BKPM telah mengumumkan target investasi sebesar Rp 840 triliun pada tahun 2018.
Sri Mulyani
Arief Kamaludin|KATADATA

Menteri Keuangan Sri Mulyani menyatakan bahwa investasi harus tumbuh minimal 8 persen agar pertumbuhan ekonomi bisa mencapai 6,1 persen pada tahun depan.

Sri Mulyani menjelaskan investasi diharapkannya datang dari berbagai sumber. Namun, yang paling diharapkan adalah dari swasta, baik dalam maupun luar negeri. Sedangkan investasi lainnya dapat datang dari belanja modal Badan Usaha Milik Negara (BUMN) serta pasar modal.

(Baca juga: Jokowi Minta Indikator Kemudahan Usaha Dibenahi Lebih Detail)

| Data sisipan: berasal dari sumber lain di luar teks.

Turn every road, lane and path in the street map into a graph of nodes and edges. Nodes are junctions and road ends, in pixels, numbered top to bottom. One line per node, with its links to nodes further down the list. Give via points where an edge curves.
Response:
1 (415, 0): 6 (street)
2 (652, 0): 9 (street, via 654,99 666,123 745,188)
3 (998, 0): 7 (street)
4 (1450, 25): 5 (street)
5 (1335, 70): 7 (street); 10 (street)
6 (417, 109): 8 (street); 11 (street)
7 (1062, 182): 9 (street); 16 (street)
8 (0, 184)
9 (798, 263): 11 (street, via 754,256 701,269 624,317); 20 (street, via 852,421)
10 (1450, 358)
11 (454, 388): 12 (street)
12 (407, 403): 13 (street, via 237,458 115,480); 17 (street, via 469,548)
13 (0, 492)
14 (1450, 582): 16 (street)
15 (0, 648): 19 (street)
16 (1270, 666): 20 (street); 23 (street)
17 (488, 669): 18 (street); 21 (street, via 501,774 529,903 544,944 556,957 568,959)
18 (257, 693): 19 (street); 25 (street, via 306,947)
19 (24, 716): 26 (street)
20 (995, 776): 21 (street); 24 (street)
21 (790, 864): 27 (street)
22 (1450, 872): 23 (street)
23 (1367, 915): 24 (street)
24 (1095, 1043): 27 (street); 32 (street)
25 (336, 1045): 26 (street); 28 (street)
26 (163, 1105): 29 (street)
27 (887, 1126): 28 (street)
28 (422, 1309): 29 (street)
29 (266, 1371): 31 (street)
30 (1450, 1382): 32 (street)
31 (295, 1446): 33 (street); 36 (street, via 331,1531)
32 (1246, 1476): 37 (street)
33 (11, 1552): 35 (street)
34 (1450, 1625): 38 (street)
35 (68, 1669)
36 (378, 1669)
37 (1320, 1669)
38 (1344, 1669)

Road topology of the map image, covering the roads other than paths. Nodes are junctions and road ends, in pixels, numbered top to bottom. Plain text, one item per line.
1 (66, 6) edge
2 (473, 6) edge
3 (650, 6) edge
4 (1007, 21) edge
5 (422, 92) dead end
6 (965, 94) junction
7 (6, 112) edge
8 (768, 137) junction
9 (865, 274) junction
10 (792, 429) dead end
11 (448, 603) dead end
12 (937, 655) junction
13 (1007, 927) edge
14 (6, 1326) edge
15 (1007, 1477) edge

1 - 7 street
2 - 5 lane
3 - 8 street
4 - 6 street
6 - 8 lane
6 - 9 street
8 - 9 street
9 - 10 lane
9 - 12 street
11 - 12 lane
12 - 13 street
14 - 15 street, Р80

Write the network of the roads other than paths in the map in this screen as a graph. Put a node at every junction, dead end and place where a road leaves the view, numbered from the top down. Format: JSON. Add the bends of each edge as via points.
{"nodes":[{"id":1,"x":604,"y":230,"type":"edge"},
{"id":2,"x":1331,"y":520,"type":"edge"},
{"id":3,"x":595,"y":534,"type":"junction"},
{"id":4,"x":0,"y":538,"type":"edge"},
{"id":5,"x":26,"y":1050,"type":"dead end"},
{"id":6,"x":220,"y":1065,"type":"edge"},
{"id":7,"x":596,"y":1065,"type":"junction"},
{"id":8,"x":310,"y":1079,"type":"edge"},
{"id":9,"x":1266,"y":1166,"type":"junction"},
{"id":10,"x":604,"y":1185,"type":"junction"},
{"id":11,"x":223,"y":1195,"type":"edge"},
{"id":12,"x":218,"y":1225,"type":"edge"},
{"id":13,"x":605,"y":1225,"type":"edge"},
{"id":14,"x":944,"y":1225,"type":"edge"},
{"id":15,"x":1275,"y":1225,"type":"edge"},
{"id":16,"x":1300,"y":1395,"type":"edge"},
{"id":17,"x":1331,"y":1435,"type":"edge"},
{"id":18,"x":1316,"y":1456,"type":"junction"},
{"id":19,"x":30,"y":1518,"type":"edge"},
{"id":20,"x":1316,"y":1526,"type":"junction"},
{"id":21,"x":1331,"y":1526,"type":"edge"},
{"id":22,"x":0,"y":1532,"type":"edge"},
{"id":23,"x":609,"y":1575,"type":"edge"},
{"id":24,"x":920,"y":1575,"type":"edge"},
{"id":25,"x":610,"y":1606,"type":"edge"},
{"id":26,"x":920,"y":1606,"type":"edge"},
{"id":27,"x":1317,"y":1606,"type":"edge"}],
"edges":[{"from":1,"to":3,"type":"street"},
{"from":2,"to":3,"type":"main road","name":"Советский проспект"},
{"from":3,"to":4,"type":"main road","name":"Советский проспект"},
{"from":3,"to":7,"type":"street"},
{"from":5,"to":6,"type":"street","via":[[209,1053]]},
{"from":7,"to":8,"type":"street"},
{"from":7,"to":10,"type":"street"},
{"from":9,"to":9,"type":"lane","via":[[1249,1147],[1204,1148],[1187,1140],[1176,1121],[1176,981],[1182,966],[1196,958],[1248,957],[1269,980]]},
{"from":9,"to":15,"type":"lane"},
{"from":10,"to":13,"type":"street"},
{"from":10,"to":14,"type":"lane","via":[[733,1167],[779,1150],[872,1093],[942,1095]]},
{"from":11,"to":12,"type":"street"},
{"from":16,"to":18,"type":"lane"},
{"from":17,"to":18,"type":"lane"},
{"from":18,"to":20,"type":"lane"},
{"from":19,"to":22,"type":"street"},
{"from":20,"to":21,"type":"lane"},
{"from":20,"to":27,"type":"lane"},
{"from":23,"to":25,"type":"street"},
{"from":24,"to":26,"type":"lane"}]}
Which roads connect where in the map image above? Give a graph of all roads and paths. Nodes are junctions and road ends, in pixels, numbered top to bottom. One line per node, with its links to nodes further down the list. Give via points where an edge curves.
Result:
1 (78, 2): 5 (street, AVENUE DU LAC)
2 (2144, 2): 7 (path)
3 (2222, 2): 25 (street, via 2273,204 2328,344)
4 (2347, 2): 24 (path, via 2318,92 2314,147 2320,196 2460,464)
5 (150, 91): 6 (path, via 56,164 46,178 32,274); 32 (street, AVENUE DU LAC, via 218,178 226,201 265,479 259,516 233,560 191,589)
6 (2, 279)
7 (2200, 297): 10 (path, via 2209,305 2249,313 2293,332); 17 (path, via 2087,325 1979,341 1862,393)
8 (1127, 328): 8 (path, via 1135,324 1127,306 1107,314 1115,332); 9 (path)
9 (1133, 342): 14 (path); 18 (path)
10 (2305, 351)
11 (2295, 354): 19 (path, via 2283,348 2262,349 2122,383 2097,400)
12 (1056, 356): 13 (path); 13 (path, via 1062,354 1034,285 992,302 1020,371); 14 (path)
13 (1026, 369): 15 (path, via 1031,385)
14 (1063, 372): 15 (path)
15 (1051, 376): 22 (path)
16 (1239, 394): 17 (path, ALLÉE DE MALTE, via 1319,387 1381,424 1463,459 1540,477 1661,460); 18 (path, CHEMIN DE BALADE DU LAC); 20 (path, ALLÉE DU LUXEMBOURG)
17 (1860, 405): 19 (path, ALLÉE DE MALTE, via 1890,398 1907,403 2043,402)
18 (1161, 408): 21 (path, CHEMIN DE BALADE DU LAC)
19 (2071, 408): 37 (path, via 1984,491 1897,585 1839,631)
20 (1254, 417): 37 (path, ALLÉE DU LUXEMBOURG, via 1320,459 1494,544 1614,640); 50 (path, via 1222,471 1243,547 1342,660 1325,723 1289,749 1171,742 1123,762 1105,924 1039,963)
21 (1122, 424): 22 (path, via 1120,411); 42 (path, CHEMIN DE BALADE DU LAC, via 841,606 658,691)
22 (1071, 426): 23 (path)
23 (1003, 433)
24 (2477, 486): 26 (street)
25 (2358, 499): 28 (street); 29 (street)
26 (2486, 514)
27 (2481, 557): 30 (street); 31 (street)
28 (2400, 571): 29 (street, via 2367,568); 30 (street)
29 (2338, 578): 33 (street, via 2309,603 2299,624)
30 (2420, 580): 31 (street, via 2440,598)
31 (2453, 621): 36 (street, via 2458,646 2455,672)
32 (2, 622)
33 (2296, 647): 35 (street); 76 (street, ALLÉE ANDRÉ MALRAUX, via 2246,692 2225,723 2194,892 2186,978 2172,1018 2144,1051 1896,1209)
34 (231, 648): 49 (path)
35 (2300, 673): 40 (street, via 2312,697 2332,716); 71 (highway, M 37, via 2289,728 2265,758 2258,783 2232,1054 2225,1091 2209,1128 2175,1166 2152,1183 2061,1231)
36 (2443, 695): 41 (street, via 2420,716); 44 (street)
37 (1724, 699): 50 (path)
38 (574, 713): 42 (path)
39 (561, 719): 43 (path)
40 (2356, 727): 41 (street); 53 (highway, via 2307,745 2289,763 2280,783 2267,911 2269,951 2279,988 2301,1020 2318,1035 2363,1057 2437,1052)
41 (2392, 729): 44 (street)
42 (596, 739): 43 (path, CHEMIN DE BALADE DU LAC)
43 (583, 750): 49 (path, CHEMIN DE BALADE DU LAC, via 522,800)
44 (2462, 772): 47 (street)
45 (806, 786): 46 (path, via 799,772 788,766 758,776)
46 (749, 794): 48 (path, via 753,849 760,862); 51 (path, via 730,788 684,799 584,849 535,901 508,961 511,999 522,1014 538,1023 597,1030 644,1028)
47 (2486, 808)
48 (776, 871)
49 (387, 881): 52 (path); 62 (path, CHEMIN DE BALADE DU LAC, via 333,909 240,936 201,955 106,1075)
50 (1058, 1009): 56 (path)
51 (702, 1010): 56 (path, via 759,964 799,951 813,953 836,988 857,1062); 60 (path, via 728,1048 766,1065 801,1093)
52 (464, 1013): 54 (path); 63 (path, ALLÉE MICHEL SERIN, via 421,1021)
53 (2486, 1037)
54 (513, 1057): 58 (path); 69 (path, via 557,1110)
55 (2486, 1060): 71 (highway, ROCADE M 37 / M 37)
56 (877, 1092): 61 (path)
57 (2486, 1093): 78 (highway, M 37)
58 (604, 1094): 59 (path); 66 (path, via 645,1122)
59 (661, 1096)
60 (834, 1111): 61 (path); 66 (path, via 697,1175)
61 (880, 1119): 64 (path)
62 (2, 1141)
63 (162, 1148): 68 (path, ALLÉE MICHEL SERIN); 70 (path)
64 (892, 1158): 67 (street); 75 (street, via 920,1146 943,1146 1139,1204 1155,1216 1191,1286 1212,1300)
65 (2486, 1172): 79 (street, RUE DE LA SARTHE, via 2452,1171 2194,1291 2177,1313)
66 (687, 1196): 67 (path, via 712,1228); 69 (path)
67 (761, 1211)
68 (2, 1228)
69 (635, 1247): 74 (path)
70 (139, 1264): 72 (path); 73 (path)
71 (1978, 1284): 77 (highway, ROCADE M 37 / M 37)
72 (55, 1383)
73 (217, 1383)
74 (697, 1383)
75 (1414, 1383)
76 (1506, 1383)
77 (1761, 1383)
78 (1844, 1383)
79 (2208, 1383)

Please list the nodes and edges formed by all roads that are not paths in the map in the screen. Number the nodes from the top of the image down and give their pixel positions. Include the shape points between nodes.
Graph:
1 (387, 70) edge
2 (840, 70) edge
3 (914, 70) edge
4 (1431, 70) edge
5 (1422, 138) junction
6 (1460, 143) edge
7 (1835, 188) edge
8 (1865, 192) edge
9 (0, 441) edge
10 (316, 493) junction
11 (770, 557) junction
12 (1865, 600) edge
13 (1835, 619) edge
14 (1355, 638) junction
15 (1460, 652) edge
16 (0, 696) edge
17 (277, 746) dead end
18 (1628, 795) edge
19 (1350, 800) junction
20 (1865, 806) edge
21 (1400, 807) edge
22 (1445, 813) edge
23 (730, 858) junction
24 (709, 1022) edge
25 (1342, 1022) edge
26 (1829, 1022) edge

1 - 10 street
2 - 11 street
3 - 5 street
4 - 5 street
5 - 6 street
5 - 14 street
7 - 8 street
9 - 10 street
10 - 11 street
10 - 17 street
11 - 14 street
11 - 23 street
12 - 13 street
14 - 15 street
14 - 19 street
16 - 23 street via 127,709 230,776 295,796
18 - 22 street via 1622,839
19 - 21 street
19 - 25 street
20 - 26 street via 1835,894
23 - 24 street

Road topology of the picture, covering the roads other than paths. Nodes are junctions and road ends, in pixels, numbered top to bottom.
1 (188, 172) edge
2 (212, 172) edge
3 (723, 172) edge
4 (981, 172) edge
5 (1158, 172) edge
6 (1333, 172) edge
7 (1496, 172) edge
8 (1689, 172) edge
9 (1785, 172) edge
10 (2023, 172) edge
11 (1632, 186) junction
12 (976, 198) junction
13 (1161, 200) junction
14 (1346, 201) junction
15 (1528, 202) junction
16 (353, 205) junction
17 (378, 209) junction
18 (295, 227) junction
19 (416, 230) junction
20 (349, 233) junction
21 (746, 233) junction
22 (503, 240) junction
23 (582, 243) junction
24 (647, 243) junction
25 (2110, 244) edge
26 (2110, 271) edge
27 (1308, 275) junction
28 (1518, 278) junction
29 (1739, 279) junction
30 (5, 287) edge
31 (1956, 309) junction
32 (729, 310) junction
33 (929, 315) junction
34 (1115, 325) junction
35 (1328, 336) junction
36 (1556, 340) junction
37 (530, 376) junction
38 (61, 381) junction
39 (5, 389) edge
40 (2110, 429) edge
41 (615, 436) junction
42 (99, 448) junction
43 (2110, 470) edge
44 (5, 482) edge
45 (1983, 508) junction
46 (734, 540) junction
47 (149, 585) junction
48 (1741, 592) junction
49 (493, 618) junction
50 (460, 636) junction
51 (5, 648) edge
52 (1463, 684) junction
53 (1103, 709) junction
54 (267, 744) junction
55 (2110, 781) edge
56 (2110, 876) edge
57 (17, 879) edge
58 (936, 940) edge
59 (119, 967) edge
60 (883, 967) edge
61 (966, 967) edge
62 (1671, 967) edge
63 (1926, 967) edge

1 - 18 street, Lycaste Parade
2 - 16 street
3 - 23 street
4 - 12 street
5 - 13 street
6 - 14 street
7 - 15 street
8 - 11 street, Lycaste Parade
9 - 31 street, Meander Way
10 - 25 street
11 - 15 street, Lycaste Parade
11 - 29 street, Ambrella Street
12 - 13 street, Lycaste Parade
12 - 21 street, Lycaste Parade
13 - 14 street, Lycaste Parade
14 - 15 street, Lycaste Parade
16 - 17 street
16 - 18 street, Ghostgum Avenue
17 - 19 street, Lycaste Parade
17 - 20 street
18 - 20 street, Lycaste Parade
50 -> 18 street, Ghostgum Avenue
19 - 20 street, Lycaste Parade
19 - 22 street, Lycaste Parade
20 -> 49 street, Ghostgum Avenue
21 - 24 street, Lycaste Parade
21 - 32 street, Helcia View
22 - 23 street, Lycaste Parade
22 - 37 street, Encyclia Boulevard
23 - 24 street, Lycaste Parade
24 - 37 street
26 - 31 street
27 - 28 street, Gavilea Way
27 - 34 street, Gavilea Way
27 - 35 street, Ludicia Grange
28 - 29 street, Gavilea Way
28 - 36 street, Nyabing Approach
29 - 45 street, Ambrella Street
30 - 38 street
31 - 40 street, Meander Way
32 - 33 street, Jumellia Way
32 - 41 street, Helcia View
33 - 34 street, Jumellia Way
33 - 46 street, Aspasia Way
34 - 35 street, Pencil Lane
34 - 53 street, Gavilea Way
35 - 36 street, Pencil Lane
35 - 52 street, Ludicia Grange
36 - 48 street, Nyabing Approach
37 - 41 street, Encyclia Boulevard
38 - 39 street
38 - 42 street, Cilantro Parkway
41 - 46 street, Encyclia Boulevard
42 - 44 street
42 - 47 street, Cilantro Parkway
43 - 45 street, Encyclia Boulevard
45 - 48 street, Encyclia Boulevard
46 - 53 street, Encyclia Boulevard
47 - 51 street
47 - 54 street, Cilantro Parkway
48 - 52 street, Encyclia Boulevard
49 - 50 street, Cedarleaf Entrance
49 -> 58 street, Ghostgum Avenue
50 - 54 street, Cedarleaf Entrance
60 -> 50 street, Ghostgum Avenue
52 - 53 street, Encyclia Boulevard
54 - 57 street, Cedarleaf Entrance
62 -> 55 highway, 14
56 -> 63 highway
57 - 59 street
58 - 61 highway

"Tadi ditekankan Presiden (Joko Widodo) bahwa skenario pertumbuhan apapun perlu investasi lebih besar," kata Sri Mulyani usai Sidang Kabinet Paripurna yang membahas pagu indikatif Rancangan Anggaran Pendapatan dan Belanja Negara (RAPBN) Tahun 2018.

Grafik: Jumlah Investasi 2016 Menurut Sekto

Sedangkan dari sisi risiko fiskal, Sri Mulyani memperkirakan defisit dalam Anggaran Pendapatan dan Belanja Negara (APBN) tahun depan akan berada pada rentang 2 hingga 2,2 persen dari Produk Domestik Bruto (PDB). Dirinya menyebut angka perkiraan defisit ini masih wajar.

"Kami berharap keseimbangan primer bisa turun ke angka 0,5 persen dengan belanja produktif dan rasio pajak 11 persen," katanya.

Sebelumnya, Menteri Koordinator Bidang Perekonomian Darmin Nasution beranggapan pertumbuhan ekonomi tahun ini pun bisa lebih besar dari 5,1. Dia mengatakan pertumbuhan ekonomi tahun ini bisa mencapai 5,8 persen jika didukung investasi yang mumpuni.

(Baca juga:  100 Tahun Merdeka, Sri Mulyani Ramal Pendapatan Rakyat Rp 400 Juta)

"Bisa bergerak 5,4 sampai 5,7 persen, bahkan 5,8 persen, supaya bisa jadi pertumbuhan ekonomi 2018 (6,1 persen)," kata Darmin, Februari lalu.

Sementara, Badan Koordinasi Penanaman Modal (BKPM) telah menargetkan realisasi investasi sebesar Rp 670 triliun di tahun 2017, dan Rp 840 triliun pada tahun 2018.

Angka –angka tersebut terus menunjukkan peningkatan dari realisasi investasi sepanjang 2016 yang mencapai Rp 612,8 triliun atau 12,4 persen lebih tinggi jika dibandingkan dengan realisasi investasi pada 2015 yakni Rp 545,4 triliun.